• _To do_: Transcribe all records exactly; omit pictures.

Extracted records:
────

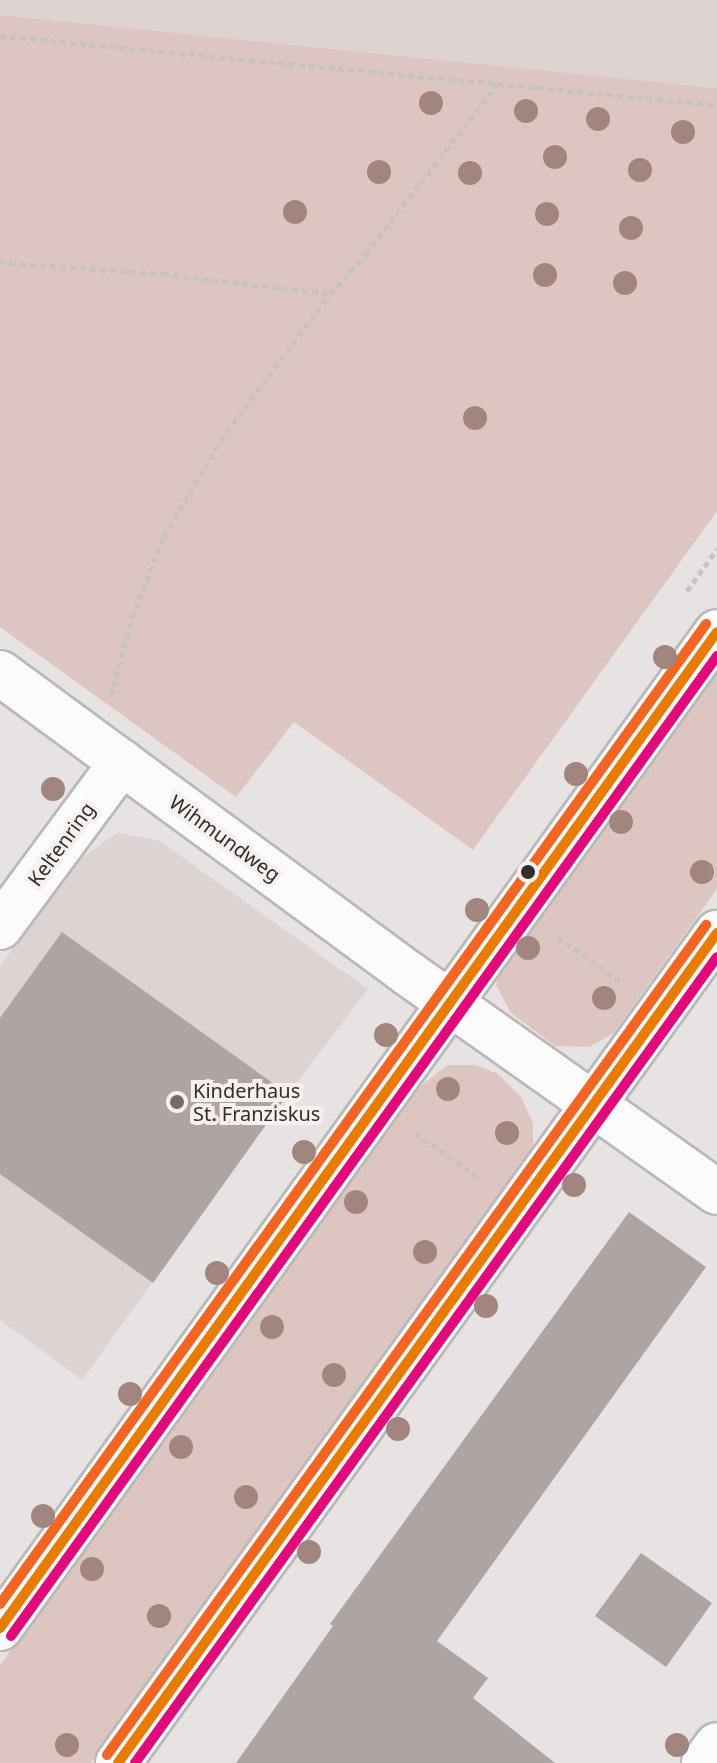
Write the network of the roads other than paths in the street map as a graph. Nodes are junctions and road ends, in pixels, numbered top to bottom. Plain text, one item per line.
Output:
1 (717, 632) edge
2 (0, 673) edge
3 (122, 762) junction
4 (0, 927) edge
5 (717, 933) edge
6 (451, 1004) junction
7 (593, 1101) junction
8 (717, 1192) edge
9 (0, 1628) edge
10 (717, 1745) edge
11 (118, 1763) edge
12 (704, 1763) edge

1 - 6 street
2 - 3 street, Wihmundweg
3 - 4 street, Keltenring
3 - 6 street, Wihmundweg
5 - 7 street
6 - 7 street, Wihmundweg
6 - 9 street
7 - 8 street, Wihmundweg
7 - 11 street
10 - 12 street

────

• _Written response_:
Write the network of the roads other than paths in the street map as a graph. Nodes are junctions and road ends, in pixels, numbered top to bottom. Plain text, one item per line.
Output:
1 (717, 632) edge
2 (0, 673) edge
3 (122, 762) junction
4 (0, 927) edge
5 (717, 933) edge
6 (451, 1004) junction
7 (593, 1101) junction
8 (717, 1192) edge
9 (0, 1628) edge
10 (717, 1745) edge
11 (118, 1763) edge
12 (704, 1763) edge

1 - 6 street
2 - 3 street, Wihmundweg
3 - 4 street, Keltenring
3 - 6 street, Wihmundweg
5 - 7 street
6 - 7 street, Wihmundweg
6 - 9 street
7 - 8 street, Wihmundweg
7 - 11 street
10 - 12 street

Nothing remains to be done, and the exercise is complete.